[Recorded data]

:::

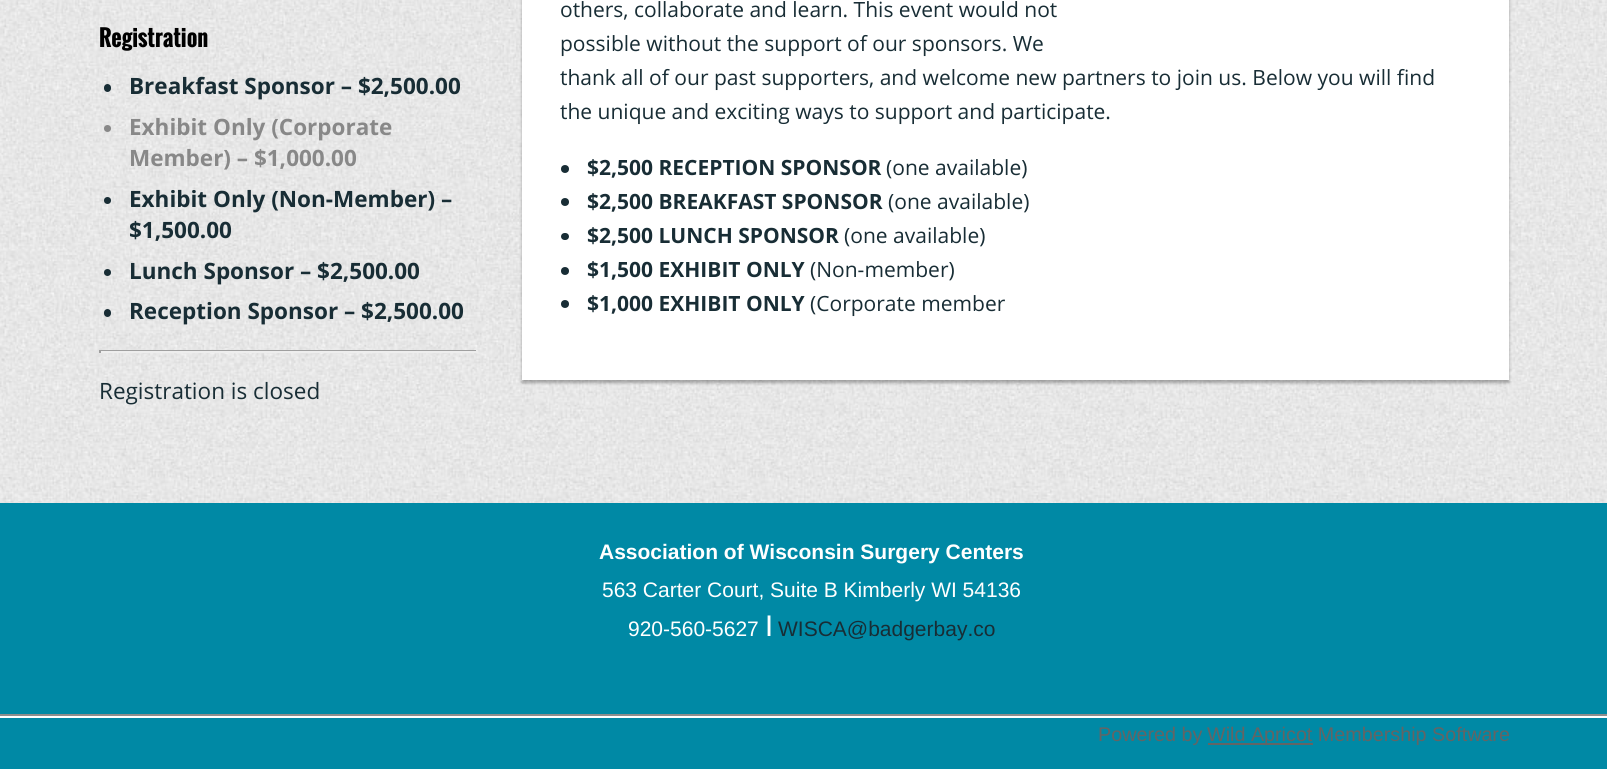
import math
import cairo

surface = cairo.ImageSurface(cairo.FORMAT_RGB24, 1607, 769)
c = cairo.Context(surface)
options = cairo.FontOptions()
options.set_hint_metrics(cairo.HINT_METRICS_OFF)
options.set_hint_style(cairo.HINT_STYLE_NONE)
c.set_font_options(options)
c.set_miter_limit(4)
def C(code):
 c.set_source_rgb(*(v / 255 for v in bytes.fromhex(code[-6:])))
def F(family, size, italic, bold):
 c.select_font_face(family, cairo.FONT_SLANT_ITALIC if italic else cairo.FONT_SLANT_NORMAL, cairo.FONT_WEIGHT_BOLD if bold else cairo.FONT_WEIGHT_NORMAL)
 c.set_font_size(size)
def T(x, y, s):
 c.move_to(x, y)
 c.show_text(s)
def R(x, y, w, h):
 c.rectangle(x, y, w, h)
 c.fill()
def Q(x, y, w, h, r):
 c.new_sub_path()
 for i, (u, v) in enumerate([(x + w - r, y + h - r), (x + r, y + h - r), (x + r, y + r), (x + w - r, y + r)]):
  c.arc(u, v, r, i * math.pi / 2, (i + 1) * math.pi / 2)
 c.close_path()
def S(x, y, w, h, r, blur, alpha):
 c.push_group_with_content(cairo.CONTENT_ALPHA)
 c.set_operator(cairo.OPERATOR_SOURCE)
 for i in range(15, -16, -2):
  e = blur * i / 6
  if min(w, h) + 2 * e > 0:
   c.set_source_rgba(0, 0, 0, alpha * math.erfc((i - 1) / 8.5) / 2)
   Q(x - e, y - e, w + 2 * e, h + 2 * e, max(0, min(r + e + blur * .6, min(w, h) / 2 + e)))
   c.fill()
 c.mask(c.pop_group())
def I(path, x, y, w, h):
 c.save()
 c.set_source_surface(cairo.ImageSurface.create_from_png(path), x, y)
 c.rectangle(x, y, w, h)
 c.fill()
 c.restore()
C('ffffff')
c.paint()
I('1.png',0,0,1607,503)
F('Oswald',22.5,0,1)
C('000000')
T(99,47,'Registration')
C('182d35')
Q(104,84,7,8,3.5)
c.fill()
F('Open Sans',22.5,0,1)
T(129,94,'Breakfast Sponsor – $2,500.00')
C('888888')
c.new_path()
c.arc(107.5,128.5,3.5,0,2 * math.pi)
c.fill()
T(129,135,'Exhibit Only (Corporate')
T(129,166,'Member) – $1,000.00')
C('182d35')
c.new_path()
c.arc(107.5,200.5,3.5,0,2 * math.pi)
c.fill()
T(129,207,'Exhibit Only (Non-Member) –')
T(129,238,'$1,500.00')
c.new_path()
c.arc(107.5,272.5,3.5,0,2 * math.pi)
c.fill()
T(129,279,'Lunch Sponsor – $2,500.00')
Q(104,309,7,8,3.5)
c.fill()
T(129,319,'Reception Sponsor – $2,500.00')
C('9f9f9f')
R(99,350,378,1)
C('eeeeee')
R(476,350,2,3)
R(99,351,378,2)
C('9f9f9f')
R(99,350,2,3)
F('Open Sans',22.5,0,0)
C('182d35')
T(99,399,'Registration is closed')
C('000000')
S(522,-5,987,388,0,1.5,.3)
C('ffffff')
R(522,0,987,380)
F('Open Sans',21,0,0)
C('182d35')
T(560,17,'others, collaborate and learn. This event would not')
T(560,51,'possible without the support of our sponsors. We')
T(560,85,'thank all of our past supporters, and welcome new partners to join us. Below you will find')
T(560,119,'the unique and exciting ways to support and participate.')
c.new_path()
c.arc(565,169,4,0,2 * math.pi)
c.fill()
F('Open Sans',21,0,1)
T(587,175,'$2,500 RECEPTION SPONSOR')
F('Open Sans',21,0,0)
T(886,175,'(one available)')
c.new_path()
c.arc(565,202,4,0,2 * math.pi)
c.fill()
F('Open Sans',21,0,1)
T(587,209,'$2,500 BREAKFAST SPONSOR')
F('Open Sans',21,0,0)
T(888,209,'(one available)')
Q(561,233,8,7,3.5)
c.fill()
F('Open Sans',21,0,1)
T(587,243,'$2,500 LUNCH SPONSOR')
F('Open Sans',21,0,0)
T(844,243,'(one available)')
c.new_path()
c.arc(565,271,4,0,2 * math.pi)
c.fill()
F('Open Sans',21,0,1)
T(587,277,'$1,500 EXHIBIT ONLY')
F('Open Sans',21,0,0)
T(810,277,'(Non-member)')
c.new_path()
c.arc(565,304,4,0,2 * math.pi)
c.fill()
F('Open Sans',21,0,1)
T(587,311,'$1,000 EXHIBIT ONLY')
F('Open Sans',21,0,0)
T(810,311,'(Corporate member')
C('0089a5')
R(0,503,1607,211)
F('Liberation Sans',21,0,1)
C('ffffff')
T(599,559,'Association of Wisconsin Surgery Centers')
F('Liberation Sans',21,0,0)
T(602,597,'563 Carter Court, Suite B Kimberly WI 54136')
T(628,636,'920-560-5627')
F('Carlito',32,0,0)
T(765,636,'I')
F('Liberation Sans',21,0,0)
C('182d35')
T(778,636,'WISCA@badgerbay.co')
C('0089a5')
R(0,718,1607,51)
C('8d8d8d')
R(0,714,1607,2)
F('Liberation Sans',19.75,0,0)
C('646464')
T(1098,741,'Powered by')
R(1208,743,105,2)
T(1207,741,'Wild Apricot Membership Software')
surface.write_to_png('o.png')
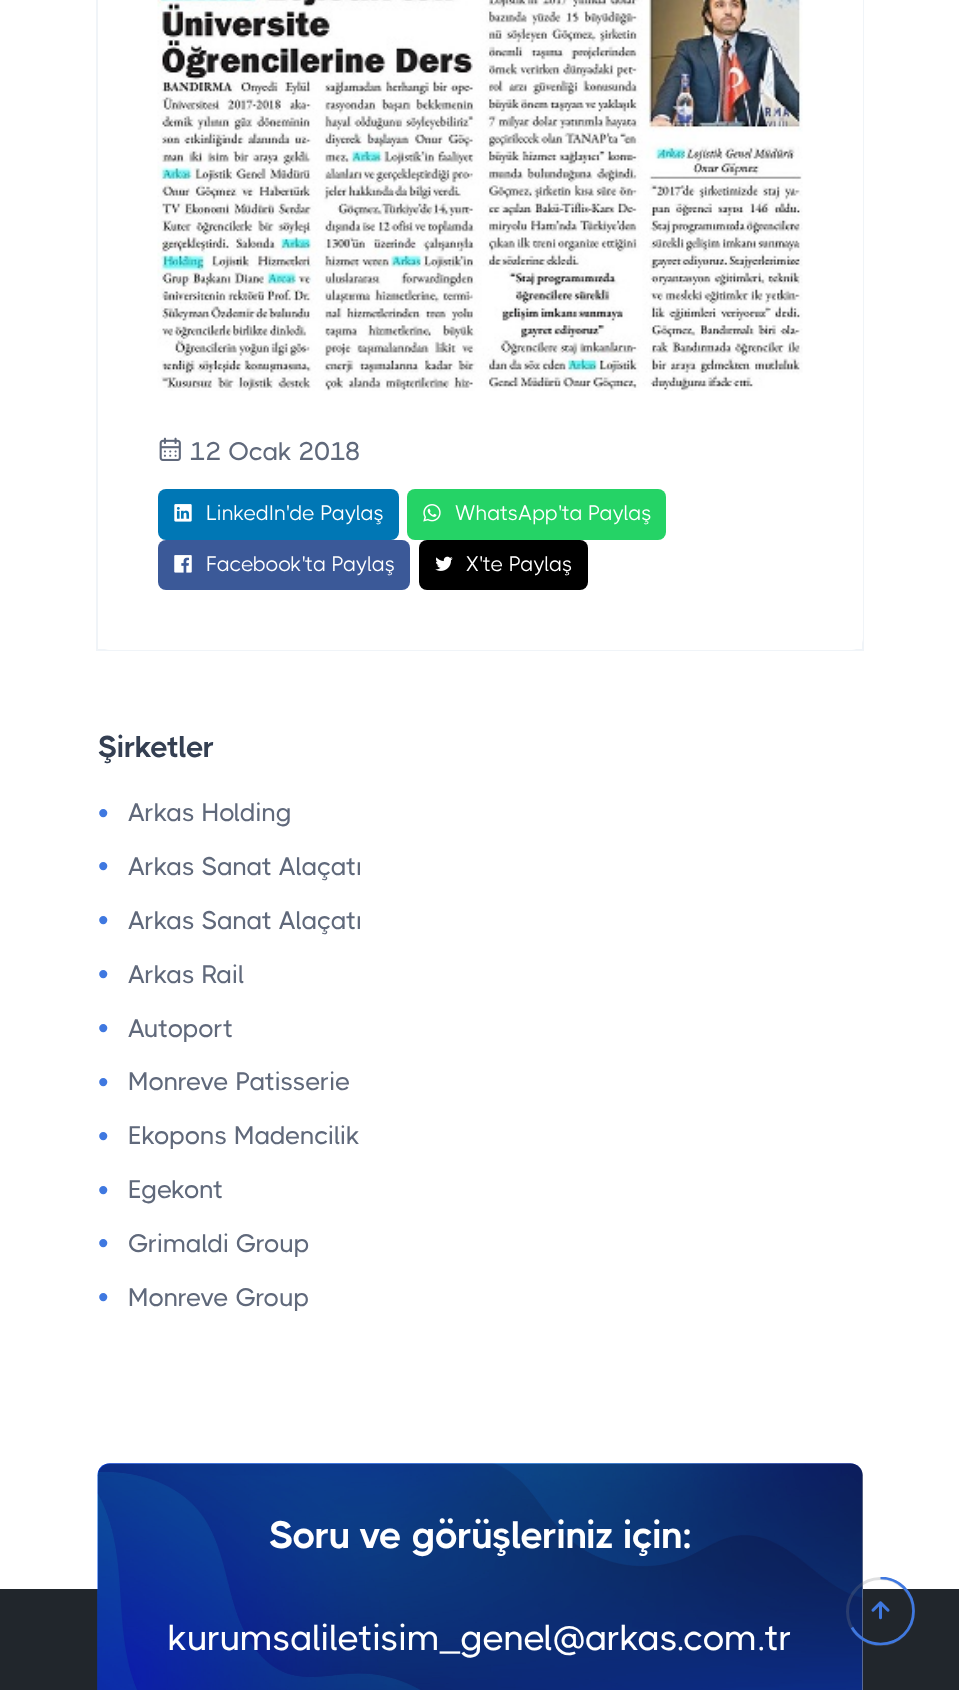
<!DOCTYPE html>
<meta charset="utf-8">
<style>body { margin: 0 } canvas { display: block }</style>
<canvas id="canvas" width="959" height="1690"></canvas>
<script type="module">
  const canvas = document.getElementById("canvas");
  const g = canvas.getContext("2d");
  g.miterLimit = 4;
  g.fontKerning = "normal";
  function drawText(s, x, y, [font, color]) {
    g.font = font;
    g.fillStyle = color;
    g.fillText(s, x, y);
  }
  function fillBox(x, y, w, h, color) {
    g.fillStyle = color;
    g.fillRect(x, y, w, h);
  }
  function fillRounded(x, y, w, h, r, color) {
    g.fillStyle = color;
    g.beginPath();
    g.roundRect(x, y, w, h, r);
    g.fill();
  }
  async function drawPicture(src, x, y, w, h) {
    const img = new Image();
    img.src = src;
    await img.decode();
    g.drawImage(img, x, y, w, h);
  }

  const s1 = ["500 25.5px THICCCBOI", "#60697B"];
  const s2 = ["21px THICCCBOI", "#FFFFFF"];
  const s3 = ["bold 30px THICCCBOI", "#343F52"];
  const s4 = ["30px Liberation Sans", "#3F78E0"];
  const s5 = ["bold 38.25px THICCCBOI", "#FFFFFF"];
  const s6 = ["500 36px THICCCBOI", "#FFFFFF"];

  fillBox(0, 0, 959, 1690, "#FFFFFF");
  g.strokeStyle = "rgba(8, 60, 130, 0.06)";
  g.lineWidth = 2;
  g.strokeRect(97, -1, 766, 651);
  fillRounded(98, -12, 765, 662, 12, "#FFFFFF");
  await drawPicture("pic1.png", 157, 0, 646, 391);
  await drawPicture("pic2.png", 159, 437, 22, 24);
  drawText("12 Ocak 2018", 190, 460, s1);
  fillRounded(158, 489, 241, 51, 8, "#0077B5");
  await drawPicture("pic3.png", 174, 504, 18, 18);
  drawText("LinkedIn'de Paylaş", 206, 520, s2);
  fillRounded(407, 489, 259, 51, 8, "#25D366");
  await drawPicture("pic4.png", 423, 504, 18, 18);
  drawText("WhatsApp'ta Paylaş", 455, 520, s2);
  fillRounded(158, 540, 252, 50, 8, "#3B5998");
  await drawPicture("pic5.png", 174, 555, 18, 18);
  drawText("Facebook'ta Paylaş", 206, 571, s2);
  fillRounded(419, 540, 169, 50, 8, "#000000");
  await drawPicture("pic6.png", 435, 556, 18, 15);
  drawText("X'te Paylaş", 466, 571, s2);
  g.letterSpacing = "-0.3px";
  drawText("Şirketler", 98, 757, s3);
  g.letterSpacing = "0px";
  drawText("•", 98, 823, s4);
  drawText("Arkas Holding", 128, 821, s1);
  drawText("•", 98, 876, s4);
  drawText("Arkas Sanat Alaçatı", 128, 875, s1);
  drawText("•", 98, 930, s4);
  drawText("Arkas Sanat Alaçatı", 128, 929, s1);
  drawText("•", 98, 984, s4);
  drawText("Arkas Rail", 128, 983, s1);
  drawText("•", 98, 1038, s4);
  drawText("Autoport", 128, 1037, s1);
  drawText("•", 98, 1092, s4);
  drawText("Monreve Patisserie", 128, 1090, s1);
  drawText("•", 98, 1146, s4);
  drawText("Ekopons Madencilik", 128, 1144, s1);
  drawText("•", 98, 1200, s4);
  drawText("Egekont", 128, 1198, s1);
  drawText("•", 98, 1253, s4);
  drawText("Grimaldi Group", 128, 1252, s1);
  drawText("•", 98, 1307, s4);
  drawText("Monreve Group", 128, 1306, s1);
  fillBox(0, 1589, 959, 101, "#21262C");
  fillRounded(98, 1464, 765, 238, 12, "#FFFFFF");
  await drawPicture("pic7.png", 97, 1463, 766, 227);
  fillRounded(98, 1464, 765, 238, 12, "rgba(30, 34, 40, 0.4)");
  g.letterSpacing = "-0.3px";
  drawText("Soru ve görüşleriniz için:", 269, 1548, s5);
  g.letterSpacing = "0px";
  drawText("kurumsaliletisim_genel@arkas.com.tr", 168, 1650, s6);
  g.beginPath();
  g.arc(880.5, 1611.5, 33, 0, Math.PI * 2);
  g.strokeStyle = "rgba(128, 130, 134, 0.25)";
  g.lineWidth = 3;
  g.stroke();
  g.save();
  g.beginPath();
  g.rect(846, 1577, 69, 69);
  g.clip();
  g.beginPath();
  g.moveTo(880.5, 1578);
  g.bezierCurveTo(899, 1578, 913.5, 1592.5, 913.5, 1611);
  g.bezierCurveTo(913.5, 1629.5, 899, 1644, 880.5, 1644);
  g.bezierCurveTo(868.5, 1644, 857.5, 1637.5, 852, 1627.5);
  g.strokeStyle = "#3F78E0";
  g.lineWidth = 2.7;
  g.stroke();
  g.restore();
  await drawPicture("pic8.png", 871, 1601, 19, 19);
</script>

:::

Copy the lines of the data above exactly as written, beginning with the line containing "Q(x - e, y - e, w" and ending with the line containing "c.restore()", and leave out all other lines.

▶ [Solution to this exercise]:
   Q(x - e, y - e, w + 2 * e, h + 2 * e, max(0, min(r + e + blur * .6, min(w, h) / 2 + e)))
   c.fill()
 c.mask(c.pop_group())
def I(path, x, y, w, h):
 c.save()
 c.set_source_surface(cairo.ImageSurface.create_from_png(path), x, y)
 c.rectangle(x, y, w, h)
 c.fill()
 c.restore()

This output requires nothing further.